Another area that garnered much attention last year is the persuader rule, which was set for expansion until those changes were enjoined from taking effect. The rule would have obligated those consultants (even attorneys) involved in union elections to disclose their relationships and payments related to such services, among other things. The proposed changes were set back further on June 12, 2017, when the DOL announced proposed rulemaking in this arena, too.
Likewise, the Occupational Safety and Health Administration had proposed a rule mandating electronic reporting of certain information relating to accidents, which was supposed to go into effect on July 1, 2017. That too has been postponed, until Dec. 1, 2017, to give OSHA additional time to consider and review the rule.
The DOL also announced on July 20, 2017, that it intends to repeal the 2011 regulations that severely limited tip pooling. Some employers use tips received to offset the amount they must pay the employees to reach minimum wage requirements. The DOL required all tips to be distributed to employees even if beyond minimum wage and even if they did not take any credit. A recent federal appellate decision from the Tenth Circuit Court of Appeals decided that the DOL exceeded its authority when it promulgated rules that required employers who pay above minimum wage to distribute tips to employees even if they are not using the tip credit to offset payment of their employees’ wages. It now appears the DOL is reversing its position. The DOL has announced that its investigators may not enforce the Obama-era rule, which limited an employers’ ability to use tips to offset its minimum wage obligations. The DOL is expected to embark on new rulemaking in this area sometime this month.

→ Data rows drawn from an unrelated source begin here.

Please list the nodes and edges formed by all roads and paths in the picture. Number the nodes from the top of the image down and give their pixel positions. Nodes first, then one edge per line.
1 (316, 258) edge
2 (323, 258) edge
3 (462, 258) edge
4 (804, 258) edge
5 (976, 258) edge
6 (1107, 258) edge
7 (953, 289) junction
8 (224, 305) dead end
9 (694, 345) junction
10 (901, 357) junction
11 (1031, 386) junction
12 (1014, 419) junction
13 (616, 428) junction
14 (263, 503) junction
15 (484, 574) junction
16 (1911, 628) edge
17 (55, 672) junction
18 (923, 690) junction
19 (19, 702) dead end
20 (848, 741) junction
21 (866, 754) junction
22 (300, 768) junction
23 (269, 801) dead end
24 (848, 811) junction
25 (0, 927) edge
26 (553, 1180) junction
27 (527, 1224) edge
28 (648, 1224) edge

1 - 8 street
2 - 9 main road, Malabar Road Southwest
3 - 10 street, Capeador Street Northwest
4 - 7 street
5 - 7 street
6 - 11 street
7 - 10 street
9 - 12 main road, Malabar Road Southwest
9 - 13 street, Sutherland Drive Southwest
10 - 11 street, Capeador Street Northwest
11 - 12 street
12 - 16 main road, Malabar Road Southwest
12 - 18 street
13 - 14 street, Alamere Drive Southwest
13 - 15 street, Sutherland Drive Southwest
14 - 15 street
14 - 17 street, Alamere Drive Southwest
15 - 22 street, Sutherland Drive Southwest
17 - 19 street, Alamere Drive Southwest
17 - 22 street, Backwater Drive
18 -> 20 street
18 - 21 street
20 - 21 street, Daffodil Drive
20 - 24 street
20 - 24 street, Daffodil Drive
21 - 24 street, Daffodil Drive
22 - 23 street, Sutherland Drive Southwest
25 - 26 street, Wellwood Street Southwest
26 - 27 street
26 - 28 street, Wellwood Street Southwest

All these changes mean that employers remain in limbo on some key employment issues that had been the subject of much discussion over the past 18 months and, in many cases, had already started them on paths of change. Many states had changed their rules to track federal standards. Now that these areas have become murkier, to be safe, employers can choose to comply with the stricter prior guidelines until more definite standards are issued. Failure to do so is a riskier path forward, and more definite guidance upon which to base some fairly significant policy positions, is not likely to come in the near future.